Il peut s’avérer judicieux d’acheter une maison en viager : on ne paie (comptant) qu’une fraction de sa valeur marchande (le « bouquet »), et l’on verse ensuite une rente calculée en fonction de l’espérance de vie du vendeur. Si celui-ci décède plus tôt que prévu, on fait une bonne affaire. Mais s’il meurt trop vite, la vente peut être annulée, comme le rappelle l’histoire suivante.

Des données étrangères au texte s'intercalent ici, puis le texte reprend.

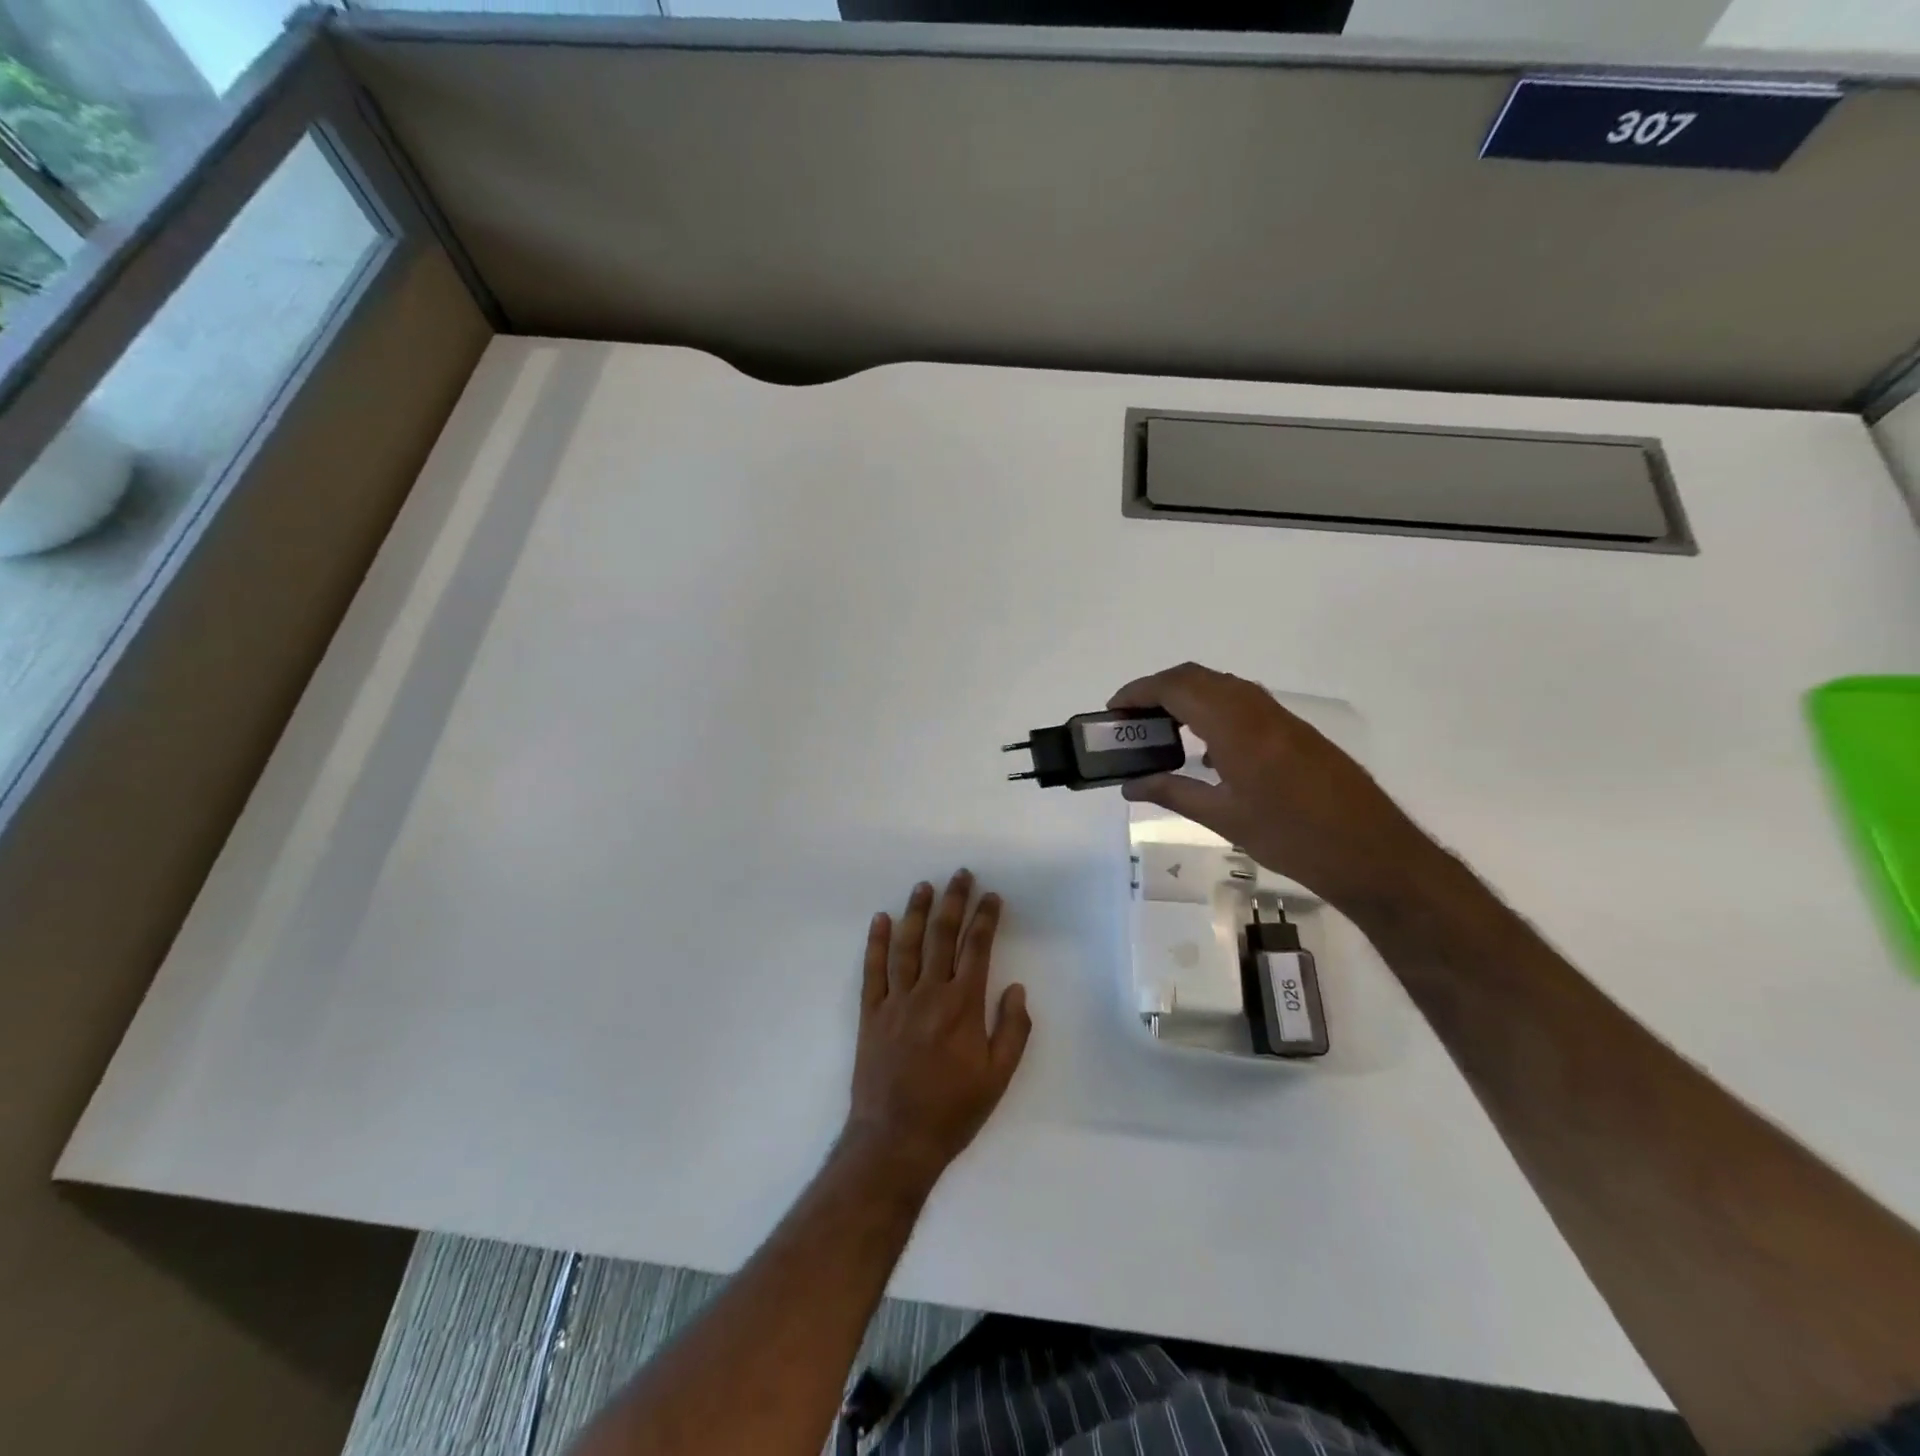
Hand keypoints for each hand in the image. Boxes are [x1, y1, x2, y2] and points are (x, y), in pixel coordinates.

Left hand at [842, 871, 1031, 1192]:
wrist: (896, 1139)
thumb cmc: (953, 1111)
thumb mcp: (998, 1077)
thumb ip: (1012, 1030)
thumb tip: (1016, 988)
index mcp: (963, 1005)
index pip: (976, 948)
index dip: (985, 919)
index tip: (992, 897)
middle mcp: (929, 993)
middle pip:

En 2017, un médecin, Benoît Z, rencontre Céline X, nonagénaire dont l’espérance de vie est de cinq ans et un mois. Le 31 juillet, il propose de lui acheter son appartement en viager, moyennant un bouquet de 250 000 euros et une rente mensuelle de 2 361 euros. Le 23 août, les parties signent une promesse de vente « unilatérale » : Mme X s’engage à vendre, en échange d’un bouquet de 208 000 euros et d’une rente de 3 028 euros, mais M. Z se réserve un délai de réflexion jusqu’au 30 octobre à 16 heures. Le 3 novembre, le notaire de M. Z authentifie la vente, aux conditions prévues le 23 août. Le 9 novembre, Mme X décède d’un cancer du pancréas.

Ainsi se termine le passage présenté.